SUPPLIED MATERIAL ▸
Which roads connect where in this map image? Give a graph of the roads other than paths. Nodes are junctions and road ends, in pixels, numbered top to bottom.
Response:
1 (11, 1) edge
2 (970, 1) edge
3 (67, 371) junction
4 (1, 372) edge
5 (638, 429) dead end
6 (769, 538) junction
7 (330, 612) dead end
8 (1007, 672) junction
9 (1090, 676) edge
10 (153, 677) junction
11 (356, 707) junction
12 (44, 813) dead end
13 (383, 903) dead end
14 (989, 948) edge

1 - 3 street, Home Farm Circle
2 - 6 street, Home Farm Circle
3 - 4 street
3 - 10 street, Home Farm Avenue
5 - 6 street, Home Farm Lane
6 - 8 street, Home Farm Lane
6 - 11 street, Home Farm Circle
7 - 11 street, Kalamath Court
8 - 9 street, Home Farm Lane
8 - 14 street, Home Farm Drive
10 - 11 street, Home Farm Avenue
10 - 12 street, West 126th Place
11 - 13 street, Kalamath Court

WHAT TO DO ▸
From the first line down to the last, give the records again exactly.

EXERCISE SOLUTION ▸
Which roads connect where in this map image? Give a graph of the roads other than paths. Nodes are junctions and road ends, in pixels, numbered top to bottom.
Response:
1 (11, 1) edge
2 (970, 1) edge
3 (67, 371) junction
4 (1, 372) edge
5 (638, 429) dead end
6 (769, 538) junction
7 (330, 612) dead end
8 (1007, 672) junction
9 (1090, 676) edge
10 (153, 677) junction
11 (356, 707) junction
12 (44, 813) dead end
13 (383, 903) dead end
14 (989, 948) edge

1 - 3 street, Home Farm Circle
2 - 6 street, Home Farm Circle
3 - 4 street
3 - 10 street, Home Farm Avenue
5 - 6 street, Home Farm Lane
6 - 8 street, Home Farm Lane
6 - 11 street, Home Farm Circle
7 - 11 street, Kalamath Court
8 - 9 street, Home Farm Lane
8 - 14 street, Home Farm Drive
10 - 11 street, Home Farm Avenue
10 - 12 street, West 126th Place
11 - 13 street, Kalamath Court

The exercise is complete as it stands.